Attention-based 3D CNN with residual connections for efficient ECG-based COVID-19 detection

• Published in: Computers in biology and medicine Vol. 143; p. 105335
• Main Authors: Sobahi, Nebras, Sengur, Abdulkadir, Tan, Ru-San, Acharya, U. Rajendra
• Format: Journal Article
• Language: English
• Published: United States Elsevier Ltd 01.04.2022; Elsevier Limited
• Subjects: 3D CNN; Accuracy; Artificial intelligence; Artificial neural networks; Attention mechanism; Cardiac arrhythmia; Classification; Computed tomography; Coronaviruses; COVID-19; COVID-19 detection; Datasets; Deep learning; ECG; EKG; Electrocardiography; Gradient flow; Heart attacks; Internal Medicine; Machine learning; Medical imaging; Neural networks; Other; Pandemics; Residual connections; Support vector machines; X-rays; 3D CNN; ECG; Attention mechanism; COVID-19 detection; Residual connections
• ISSN: 0010-4825; 1879-0534; 1879-0534
• DOI: 10.1016/j.compbiomed.2022.105335

The world has been suffering from the COVID-19 pandemic since 2019. More than 5 million people have died.
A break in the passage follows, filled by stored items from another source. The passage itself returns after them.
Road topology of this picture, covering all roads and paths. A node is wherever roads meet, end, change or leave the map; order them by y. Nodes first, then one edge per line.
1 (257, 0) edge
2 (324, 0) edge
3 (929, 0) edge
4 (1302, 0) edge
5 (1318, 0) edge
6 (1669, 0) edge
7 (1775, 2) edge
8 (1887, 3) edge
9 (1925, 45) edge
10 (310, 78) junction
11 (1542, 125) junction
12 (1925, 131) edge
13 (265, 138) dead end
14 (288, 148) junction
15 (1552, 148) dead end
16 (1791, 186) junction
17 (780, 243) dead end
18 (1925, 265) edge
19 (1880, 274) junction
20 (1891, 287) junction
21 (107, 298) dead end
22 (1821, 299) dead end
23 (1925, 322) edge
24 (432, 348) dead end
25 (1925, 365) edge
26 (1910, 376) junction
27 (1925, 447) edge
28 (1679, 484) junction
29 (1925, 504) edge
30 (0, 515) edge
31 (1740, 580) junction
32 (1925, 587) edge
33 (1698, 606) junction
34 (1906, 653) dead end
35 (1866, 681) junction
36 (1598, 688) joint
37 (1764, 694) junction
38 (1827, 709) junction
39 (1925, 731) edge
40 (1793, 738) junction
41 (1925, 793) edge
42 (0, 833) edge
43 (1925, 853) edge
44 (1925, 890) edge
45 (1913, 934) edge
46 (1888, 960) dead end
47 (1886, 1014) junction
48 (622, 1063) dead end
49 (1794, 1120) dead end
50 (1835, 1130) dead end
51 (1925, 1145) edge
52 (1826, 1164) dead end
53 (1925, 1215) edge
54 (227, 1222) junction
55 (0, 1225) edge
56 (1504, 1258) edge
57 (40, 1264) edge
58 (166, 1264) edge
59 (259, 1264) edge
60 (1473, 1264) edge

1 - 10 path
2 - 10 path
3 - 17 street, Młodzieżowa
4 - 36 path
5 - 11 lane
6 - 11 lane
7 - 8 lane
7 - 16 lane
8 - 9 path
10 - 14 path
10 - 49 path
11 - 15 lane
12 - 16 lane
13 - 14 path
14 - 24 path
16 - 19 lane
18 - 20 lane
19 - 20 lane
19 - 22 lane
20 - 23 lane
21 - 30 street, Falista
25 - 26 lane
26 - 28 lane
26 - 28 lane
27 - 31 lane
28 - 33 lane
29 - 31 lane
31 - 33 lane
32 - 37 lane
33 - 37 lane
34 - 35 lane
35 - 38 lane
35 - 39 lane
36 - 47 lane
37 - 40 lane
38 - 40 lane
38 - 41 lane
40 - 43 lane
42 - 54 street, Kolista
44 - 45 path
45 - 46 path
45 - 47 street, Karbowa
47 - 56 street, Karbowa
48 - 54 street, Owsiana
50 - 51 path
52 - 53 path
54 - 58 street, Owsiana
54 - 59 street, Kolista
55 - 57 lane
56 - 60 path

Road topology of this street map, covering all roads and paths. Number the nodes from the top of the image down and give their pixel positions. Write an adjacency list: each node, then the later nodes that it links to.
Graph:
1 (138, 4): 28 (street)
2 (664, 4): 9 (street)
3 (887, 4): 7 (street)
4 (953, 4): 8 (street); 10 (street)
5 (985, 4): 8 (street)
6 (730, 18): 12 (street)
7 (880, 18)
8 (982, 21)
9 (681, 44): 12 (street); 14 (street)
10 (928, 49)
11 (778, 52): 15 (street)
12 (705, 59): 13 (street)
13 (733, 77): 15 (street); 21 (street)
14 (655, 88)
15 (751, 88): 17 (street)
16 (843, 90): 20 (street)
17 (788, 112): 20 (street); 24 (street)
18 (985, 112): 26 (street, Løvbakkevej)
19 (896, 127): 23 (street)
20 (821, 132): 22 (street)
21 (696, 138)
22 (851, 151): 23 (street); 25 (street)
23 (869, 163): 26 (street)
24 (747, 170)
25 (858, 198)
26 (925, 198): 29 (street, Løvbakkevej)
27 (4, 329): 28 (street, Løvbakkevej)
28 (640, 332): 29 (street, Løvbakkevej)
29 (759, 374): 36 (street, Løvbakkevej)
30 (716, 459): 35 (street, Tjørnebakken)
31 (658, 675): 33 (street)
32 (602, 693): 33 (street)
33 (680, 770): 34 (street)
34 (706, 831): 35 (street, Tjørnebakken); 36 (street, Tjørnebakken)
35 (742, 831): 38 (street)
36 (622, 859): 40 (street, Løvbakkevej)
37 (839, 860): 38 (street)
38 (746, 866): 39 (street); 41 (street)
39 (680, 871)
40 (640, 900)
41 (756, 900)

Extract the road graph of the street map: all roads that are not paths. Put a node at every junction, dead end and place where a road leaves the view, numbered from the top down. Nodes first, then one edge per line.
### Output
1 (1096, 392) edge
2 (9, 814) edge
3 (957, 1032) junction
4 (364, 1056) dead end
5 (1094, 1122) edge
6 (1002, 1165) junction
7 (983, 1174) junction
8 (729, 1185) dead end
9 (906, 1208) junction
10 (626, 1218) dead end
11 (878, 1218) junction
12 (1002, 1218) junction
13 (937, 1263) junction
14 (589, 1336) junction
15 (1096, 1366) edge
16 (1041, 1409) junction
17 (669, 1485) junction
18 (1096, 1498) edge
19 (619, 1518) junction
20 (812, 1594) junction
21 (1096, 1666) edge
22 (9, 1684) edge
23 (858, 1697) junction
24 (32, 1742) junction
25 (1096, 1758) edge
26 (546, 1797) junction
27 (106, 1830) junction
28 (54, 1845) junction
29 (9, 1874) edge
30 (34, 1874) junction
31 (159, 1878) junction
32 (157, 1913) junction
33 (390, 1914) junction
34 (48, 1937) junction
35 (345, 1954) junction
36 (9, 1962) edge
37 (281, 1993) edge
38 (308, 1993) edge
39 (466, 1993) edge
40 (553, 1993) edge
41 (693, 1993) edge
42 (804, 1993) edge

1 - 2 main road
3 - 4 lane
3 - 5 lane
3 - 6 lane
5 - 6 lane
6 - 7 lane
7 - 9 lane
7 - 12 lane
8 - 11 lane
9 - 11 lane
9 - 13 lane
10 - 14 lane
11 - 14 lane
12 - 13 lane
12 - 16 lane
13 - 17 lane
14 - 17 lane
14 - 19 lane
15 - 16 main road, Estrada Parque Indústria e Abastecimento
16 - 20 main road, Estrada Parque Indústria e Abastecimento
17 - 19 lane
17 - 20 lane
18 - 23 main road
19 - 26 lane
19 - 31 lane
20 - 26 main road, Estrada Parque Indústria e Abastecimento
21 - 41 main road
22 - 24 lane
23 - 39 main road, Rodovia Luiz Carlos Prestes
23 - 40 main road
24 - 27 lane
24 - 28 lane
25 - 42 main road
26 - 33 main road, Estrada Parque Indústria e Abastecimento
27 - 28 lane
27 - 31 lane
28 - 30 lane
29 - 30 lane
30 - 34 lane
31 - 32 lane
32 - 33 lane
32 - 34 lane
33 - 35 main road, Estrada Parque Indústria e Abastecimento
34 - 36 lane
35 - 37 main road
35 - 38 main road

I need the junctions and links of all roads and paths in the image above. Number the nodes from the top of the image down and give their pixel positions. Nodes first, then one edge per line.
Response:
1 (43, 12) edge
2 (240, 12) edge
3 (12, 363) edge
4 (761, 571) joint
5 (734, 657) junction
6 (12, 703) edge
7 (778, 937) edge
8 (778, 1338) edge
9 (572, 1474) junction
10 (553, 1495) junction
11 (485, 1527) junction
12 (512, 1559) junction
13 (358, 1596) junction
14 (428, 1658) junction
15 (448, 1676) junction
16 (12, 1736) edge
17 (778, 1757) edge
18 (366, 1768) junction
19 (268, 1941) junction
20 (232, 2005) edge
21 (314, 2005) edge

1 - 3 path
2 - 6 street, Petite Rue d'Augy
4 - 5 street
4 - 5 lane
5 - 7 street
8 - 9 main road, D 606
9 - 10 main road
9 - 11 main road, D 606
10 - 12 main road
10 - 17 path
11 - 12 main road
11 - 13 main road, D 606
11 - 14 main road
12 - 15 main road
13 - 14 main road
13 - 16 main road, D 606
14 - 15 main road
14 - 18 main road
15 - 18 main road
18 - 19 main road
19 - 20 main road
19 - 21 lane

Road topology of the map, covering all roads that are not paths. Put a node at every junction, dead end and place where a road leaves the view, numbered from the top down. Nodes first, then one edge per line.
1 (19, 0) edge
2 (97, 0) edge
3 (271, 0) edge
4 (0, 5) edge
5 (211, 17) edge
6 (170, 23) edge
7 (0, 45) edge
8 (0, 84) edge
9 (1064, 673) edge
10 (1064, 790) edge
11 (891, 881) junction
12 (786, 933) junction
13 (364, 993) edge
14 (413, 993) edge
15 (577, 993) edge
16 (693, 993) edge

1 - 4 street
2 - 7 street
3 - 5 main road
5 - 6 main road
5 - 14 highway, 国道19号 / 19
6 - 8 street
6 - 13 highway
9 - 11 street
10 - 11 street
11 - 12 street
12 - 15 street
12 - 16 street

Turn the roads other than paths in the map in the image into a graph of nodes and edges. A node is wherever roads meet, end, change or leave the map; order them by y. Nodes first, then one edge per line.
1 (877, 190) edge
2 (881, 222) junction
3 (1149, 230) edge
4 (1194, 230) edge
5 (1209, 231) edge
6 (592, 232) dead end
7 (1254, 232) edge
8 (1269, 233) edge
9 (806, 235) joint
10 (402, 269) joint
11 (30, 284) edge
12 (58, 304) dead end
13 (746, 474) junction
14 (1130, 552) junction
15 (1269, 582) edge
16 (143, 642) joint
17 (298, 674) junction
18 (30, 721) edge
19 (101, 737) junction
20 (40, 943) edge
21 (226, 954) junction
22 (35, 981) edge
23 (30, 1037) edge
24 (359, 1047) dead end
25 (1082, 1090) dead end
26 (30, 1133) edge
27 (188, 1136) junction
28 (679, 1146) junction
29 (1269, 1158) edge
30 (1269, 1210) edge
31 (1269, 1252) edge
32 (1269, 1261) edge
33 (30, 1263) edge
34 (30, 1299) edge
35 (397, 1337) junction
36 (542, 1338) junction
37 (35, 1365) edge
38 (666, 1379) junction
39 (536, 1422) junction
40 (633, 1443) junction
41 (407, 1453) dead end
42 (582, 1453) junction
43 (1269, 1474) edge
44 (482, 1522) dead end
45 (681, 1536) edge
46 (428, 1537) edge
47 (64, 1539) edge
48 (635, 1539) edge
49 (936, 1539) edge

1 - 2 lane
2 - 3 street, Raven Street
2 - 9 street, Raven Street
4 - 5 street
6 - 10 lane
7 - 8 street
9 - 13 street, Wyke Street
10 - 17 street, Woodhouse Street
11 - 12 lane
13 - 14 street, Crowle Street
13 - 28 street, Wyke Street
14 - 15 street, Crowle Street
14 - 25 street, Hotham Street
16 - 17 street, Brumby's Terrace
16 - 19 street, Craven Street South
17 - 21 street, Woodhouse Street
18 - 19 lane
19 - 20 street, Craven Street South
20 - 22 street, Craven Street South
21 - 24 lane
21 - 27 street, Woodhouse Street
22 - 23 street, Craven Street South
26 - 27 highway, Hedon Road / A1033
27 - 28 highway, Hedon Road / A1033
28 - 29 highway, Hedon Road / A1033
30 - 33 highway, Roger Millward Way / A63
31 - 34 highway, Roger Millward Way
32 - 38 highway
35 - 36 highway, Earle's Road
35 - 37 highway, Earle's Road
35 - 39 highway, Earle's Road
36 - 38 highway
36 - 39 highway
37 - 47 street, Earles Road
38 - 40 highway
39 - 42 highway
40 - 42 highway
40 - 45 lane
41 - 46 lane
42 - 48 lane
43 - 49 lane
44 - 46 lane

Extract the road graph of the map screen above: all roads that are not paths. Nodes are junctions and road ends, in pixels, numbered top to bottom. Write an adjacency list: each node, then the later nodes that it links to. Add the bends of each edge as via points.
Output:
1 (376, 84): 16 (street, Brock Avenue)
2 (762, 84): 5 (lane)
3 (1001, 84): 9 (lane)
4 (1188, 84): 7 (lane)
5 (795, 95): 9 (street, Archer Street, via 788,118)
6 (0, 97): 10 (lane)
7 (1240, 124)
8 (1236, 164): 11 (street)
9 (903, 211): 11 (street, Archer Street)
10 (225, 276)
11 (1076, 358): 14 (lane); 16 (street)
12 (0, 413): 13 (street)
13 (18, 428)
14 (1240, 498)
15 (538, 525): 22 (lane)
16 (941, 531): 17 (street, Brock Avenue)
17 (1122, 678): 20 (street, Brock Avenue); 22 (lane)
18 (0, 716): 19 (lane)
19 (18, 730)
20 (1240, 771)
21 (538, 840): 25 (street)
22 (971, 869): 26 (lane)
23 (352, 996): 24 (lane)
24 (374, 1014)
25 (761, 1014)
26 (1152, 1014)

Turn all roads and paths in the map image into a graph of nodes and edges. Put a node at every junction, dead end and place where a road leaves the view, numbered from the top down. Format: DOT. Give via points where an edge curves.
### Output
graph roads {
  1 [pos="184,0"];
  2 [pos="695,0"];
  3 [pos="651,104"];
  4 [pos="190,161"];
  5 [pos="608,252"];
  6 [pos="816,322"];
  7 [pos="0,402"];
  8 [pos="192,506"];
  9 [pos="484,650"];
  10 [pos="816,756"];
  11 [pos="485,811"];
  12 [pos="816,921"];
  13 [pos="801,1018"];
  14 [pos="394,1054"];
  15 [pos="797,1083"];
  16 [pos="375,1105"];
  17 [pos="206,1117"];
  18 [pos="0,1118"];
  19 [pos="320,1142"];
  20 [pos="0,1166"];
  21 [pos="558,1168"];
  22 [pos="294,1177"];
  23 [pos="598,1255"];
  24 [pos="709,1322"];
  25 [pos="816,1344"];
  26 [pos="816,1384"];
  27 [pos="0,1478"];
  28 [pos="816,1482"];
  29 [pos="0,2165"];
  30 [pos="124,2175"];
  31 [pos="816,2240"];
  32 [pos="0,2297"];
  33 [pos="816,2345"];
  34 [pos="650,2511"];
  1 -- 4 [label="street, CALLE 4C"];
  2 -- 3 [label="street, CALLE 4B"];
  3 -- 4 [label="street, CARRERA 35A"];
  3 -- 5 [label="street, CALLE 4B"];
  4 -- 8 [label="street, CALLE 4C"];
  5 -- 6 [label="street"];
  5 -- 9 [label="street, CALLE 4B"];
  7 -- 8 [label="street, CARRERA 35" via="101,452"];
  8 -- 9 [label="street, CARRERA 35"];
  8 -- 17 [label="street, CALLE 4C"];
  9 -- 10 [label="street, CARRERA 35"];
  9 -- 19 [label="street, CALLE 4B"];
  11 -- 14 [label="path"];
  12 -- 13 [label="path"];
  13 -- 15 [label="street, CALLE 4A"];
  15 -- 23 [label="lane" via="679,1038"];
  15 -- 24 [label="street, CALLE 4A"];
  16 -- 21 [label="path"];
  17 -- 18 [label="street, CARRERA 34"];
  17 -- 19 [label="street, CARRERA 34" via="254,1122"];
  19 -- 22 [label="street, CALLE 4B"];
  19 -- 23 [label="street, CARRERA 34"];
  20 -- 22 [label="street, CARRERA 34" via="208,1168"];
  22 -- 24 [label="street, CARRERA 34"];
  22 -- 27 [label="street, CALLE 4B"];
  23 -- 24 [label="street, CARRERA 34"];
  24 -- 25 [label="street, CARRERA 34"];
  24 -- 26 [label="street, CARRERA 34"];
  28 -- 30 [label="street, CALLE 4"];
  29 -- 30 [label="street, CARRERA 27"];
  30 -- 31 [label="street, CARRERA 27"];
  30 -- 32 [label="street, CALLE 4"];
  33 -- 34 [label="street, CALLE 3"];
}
Pneumonia is caused by the COVID-19 virus, which can be diagnosed using chest X-ray and computed tomography (CT) scans. COVID-19 also causes clinical and subclinical cardiovascular injury that may be detected on electrocardiography (ECG), which is easily accessible. For ECG-based COVID-19 detection, we developed a novel attention-based 3D convolutional neural network (CNN) model with residual connections (RC). In this paper, the deep learning (DL) approach was developed using 12-lead ECG printouts obtained from 250 normal subjects, 250 patients with COVID-19 and 250 with abnormal heartbeat. For binary classification, the COVID-19 and normal classes were considered; and for multiclass classification, all classes. The ECGs were preprocessed into standard ECG lead segments that were channeled into 12-dimensional volumes as input to the network model. Our developed model comprised of 19 layers with three 3D convolutional, three batch normalization, three rectified linear unit, two dropouts, two additional (for residual connections), one attention, and one fully connected layer. The RC were used to improve gradient flow through the developed network, and attention layer, to connect the second residual connection to the fully connected layer through the batch normalization layer. A publicly available dataset was used in this work. We obtained average accuracies of 99.0% and 92.0% for binary and multiclass classifications, respectively, using ten-fold cross-validation. Our proposed model is ready to be tested with a huge ECG database. •Automated classification of abnormal heartbeat, Covid-19 and normal groups using 12-lead ECG signals.•3D CNN model comprising of attention mechanism and residual connections is employed.•Variational autoencoder is used for data augmentation.•Obtained average accuracies of 99.0% for binary classification and 92.0% for multiclass classifications.